> [Requirement] From the data below, repeat exactly the lines from the line with "ring mcp: (1241, 730)" to the line with "pinky tip: (1225, 793)", both included.

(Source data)
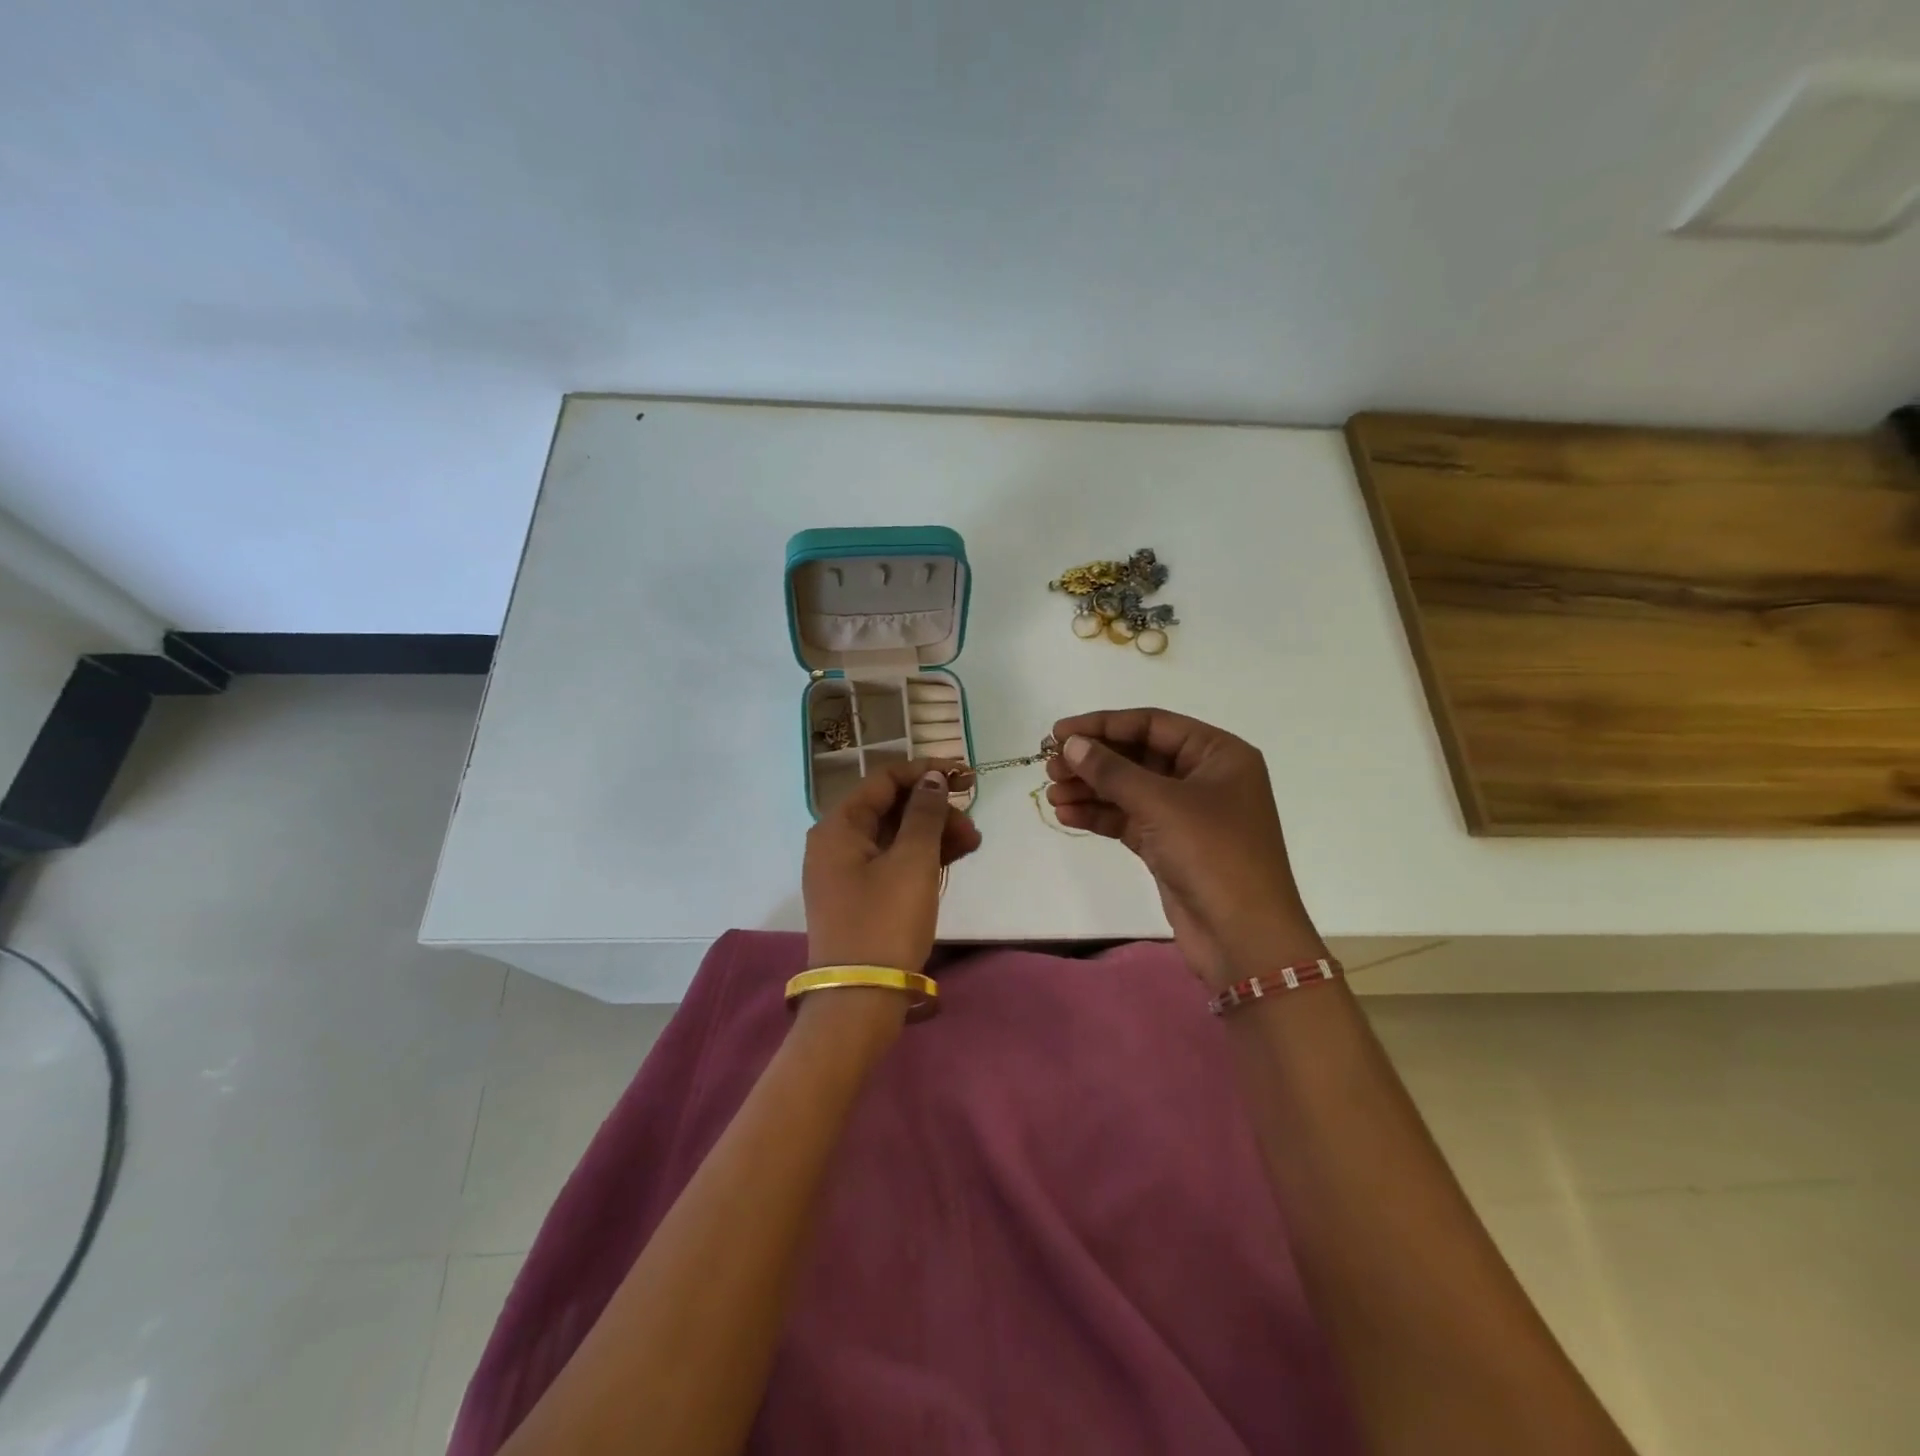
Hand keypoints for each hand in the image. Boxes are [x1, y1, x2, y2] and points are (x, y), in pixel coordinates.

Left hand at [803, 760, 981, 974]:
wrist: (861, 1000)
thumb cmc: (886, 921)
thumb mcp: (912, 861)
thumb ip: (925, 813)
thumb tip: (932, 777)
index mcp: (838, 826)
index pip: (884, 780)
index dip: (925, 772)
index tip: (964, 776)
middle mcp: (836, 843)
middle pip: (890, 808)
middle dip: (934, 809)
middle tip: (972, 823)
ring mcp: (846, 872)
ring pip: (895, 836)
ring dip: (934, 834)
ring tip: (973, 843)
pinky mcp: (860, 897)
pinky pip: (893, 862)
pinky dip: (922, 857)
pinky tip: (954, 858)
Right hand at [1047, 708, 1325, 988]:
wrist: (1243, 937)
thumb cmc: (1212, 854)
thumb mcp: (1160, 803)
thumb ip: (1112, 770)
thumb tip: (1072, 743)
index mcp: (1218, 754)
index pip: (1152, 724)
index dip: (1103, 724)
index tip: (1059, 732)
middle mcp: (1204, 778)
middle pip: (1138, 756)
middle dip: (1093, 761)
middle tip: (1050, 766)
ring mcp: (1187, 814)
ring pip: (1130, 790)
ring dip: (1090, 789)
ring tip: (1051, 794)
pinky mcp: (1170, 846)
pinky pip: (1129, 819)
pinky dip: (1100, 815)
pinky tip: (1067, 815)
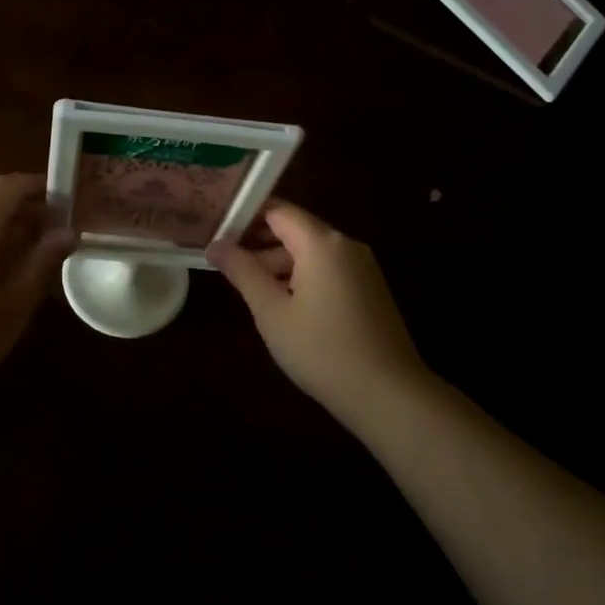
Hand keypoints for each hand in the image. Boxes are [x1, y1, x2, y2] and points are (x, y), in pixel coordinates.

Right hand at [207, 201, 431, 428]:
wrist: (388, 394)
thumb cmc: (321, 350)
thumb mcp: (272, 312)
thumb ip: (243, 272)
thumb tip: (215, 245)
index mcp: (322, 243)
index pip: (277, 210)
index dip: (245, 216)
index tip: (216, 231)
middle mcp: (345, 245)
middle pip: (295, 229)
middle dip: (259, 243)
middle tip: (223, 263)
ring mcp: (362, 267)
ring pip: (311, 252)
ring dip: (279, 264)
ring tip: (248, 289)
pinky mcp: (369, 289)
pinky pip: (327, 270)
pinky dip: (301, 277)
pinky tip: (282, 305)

==

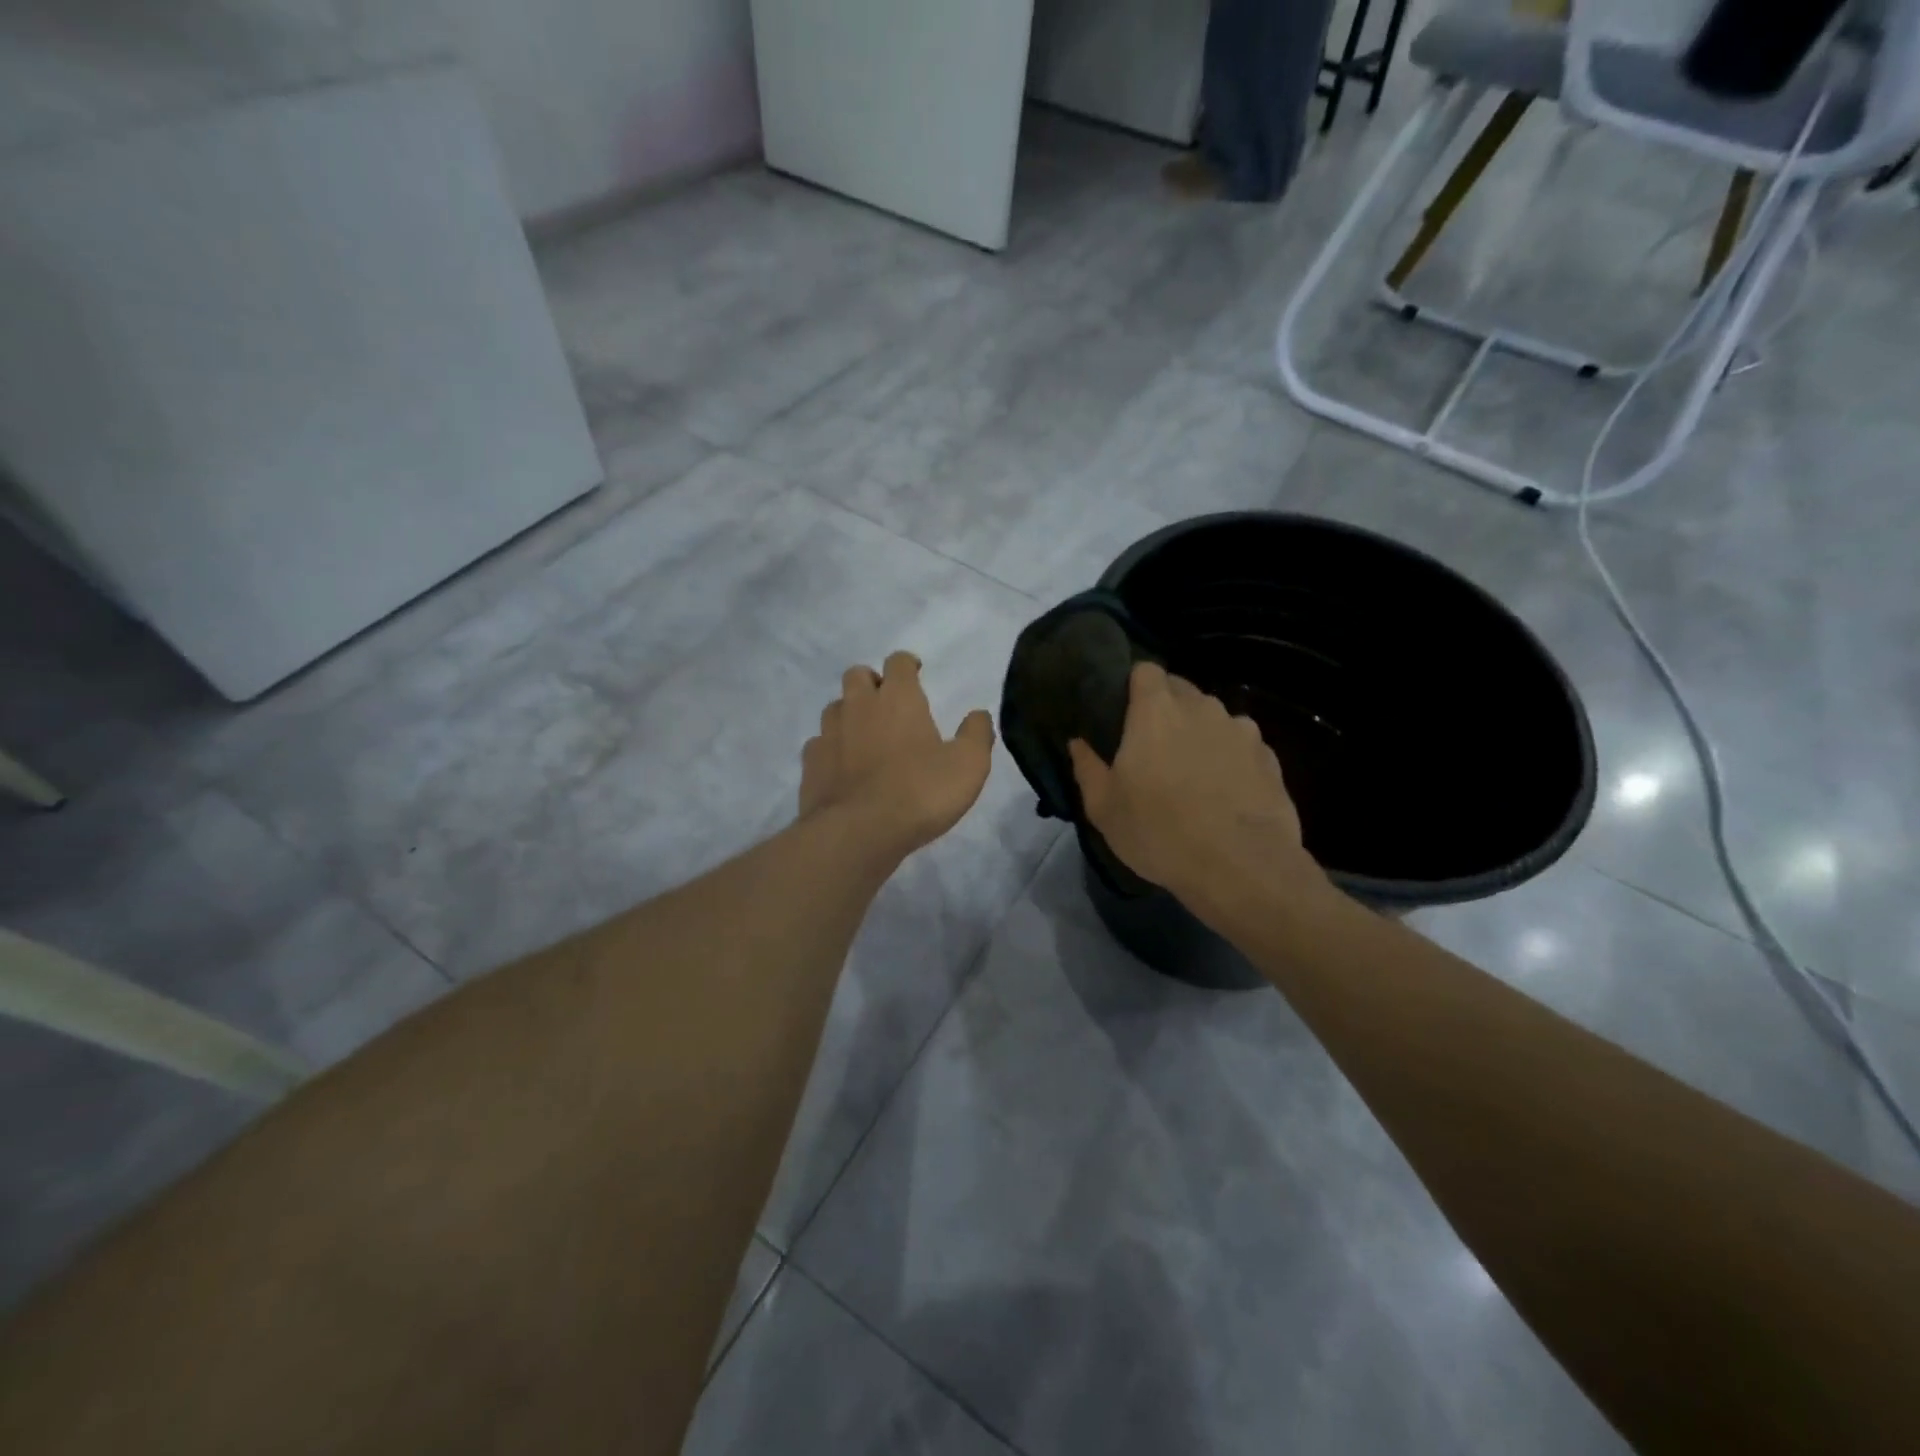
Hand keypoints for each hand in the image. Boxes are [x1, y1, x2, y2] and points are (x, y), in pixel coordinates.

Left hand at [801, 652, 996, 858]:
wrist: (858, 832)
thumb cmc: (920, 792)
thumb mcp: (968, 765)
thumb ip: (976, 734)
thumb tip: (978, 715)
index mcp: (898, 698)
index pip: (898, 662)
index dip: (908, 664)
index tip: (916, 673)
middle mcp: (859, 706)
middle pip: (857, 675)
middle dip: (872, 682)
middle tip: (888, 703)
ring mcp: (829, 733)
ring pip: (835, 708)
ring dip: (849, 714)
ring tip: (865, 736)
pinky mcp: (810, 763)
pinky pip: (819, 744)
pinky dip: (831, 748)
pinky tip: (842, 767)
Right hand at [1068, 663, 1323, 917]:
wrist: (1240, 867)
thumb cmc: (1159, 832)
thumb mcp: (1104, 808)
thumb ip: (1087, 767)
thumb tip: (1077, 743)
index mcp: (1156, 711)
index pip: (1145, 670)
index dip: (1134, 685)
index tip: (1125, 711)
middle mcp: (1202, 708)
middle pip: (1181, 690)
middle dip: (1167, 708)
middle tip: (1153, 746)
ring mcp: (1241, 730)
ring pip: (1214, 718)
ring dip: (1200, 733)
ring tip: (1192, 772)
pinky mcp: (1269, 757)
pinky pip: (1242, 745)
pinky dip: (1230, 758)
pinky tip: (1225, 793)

> [Reply to the task]
ring mcp: (1241, 730)
ring pip: (1214, 718)
ring dip: (1200, 733)
ring tip: (1192, 772)
pinky mcp: (1269, 757)
pinky pip: (1242, 745)
pinky dip: (1230, 758)
pinky tip: (1225, 793)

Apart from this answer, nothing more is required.